Data Dictionary

Item Number J849
OTHER ASSETS: DEFERRED CHARGES

Call confidentiality applies to FFIEC 031/041.

Series Start Date End Date Confidential? Reporting Forms
FRBSJ849 1989-12-31 9999-12-31 Yes FR 34

Data Description:

Deferred charges arise through long-term prepayments of expenses. Deferred charges $25,000 or greater should be capitalized and amortized over the current and prospective periods that benefit from the expenditure. Deferred charges will include items such as multi-year maintenance or licensing agreements and costs of major improvements to leased space that should be amortized over the life of the contract or lease respectively.

Once a prepayment has been properly recorded in the deferred charges account, it does not need to be reclassified as prepaid when the remaining amortization period falls below a year. Advance payments for vendor purchases held in this account pending delivery should not be amortized, but should be reversed when goods or services are
received.

The deferred charges account should also be used to record charges for internal use software, which is defined as software acquired, internally developed, or significantly modified for use by the Reserve Banks in performing their operations. Internally developed software should be capitalized if the cost exceeds $100,000 and externally-purchased software should be capitalized if the costs exceed $25,000.2 For internal use software acquired from a vendor with costs of $100,000 or greater, contract or lease terms should also be reviewed to determine if the acquisition qualifies for accounting treatment as a capital lease (see paragraph 30.80). Standard desktop utility software, however, should be charged to current expense.3 Expenditures for bulk purchases of a number of identical low-cost software licenses that are individually below the capitalization threshold should be capitalized as a single asset if the total cost is $100,000 or more and the license agreement is for a period longer than a year.
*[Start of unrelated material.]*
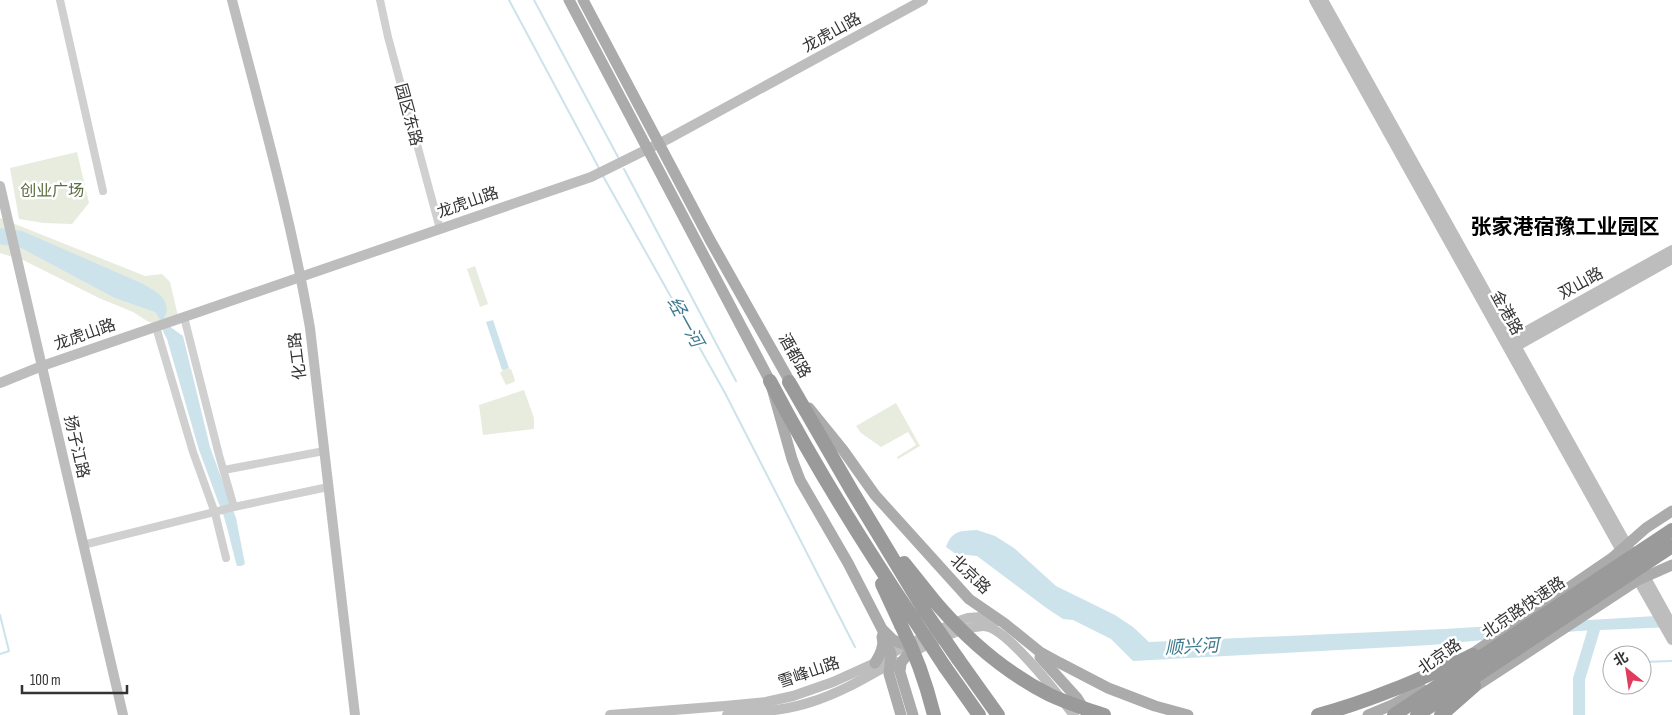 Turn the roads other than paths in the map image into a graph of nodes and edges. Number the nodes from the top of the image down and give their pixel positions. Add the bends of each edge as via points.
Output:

Costs incurred during software development are capitalized or expensed depending on the stages of development (preliminary stage, development stage, and post-implementation stage). Costs incurred during the preliminary stage, such as evaluation of alternatives and prototype development, are expensed. Costs incurred in the development stage that are capitalized include:

-External costs of materials and services (for example, consulting fees and salary, retirement, and other benefit costs of employees directly associated with the product.)
- Costs associated with time spent specifically to oversee developers (programmers), if determinable.
- Expenditures related to system integration, which includes consultant fees and salary, retirement, and other benefit costs of employees directly associated with the integration effort. Integration costs must be analyzed to determine the allocation between hardware and software.
- Travel costs for staff, consultants, or vendors should be capitalized if they are directly related to the software development.
- Capitalizable costs paid to another Reserve Bank for software development efforts.

Costs incurred during the development stage related to general and administrative expense and end-user testing and training should be expensed. Postimplementation stage costs generally should be expensed, except the cost of prepaid maintenance contracts, provided that the costs meet the FAM thresholds for prepaid assets or deferred charges. Other non-capitalizable costs include process re-engineering costs, data conversion costs, and training costs.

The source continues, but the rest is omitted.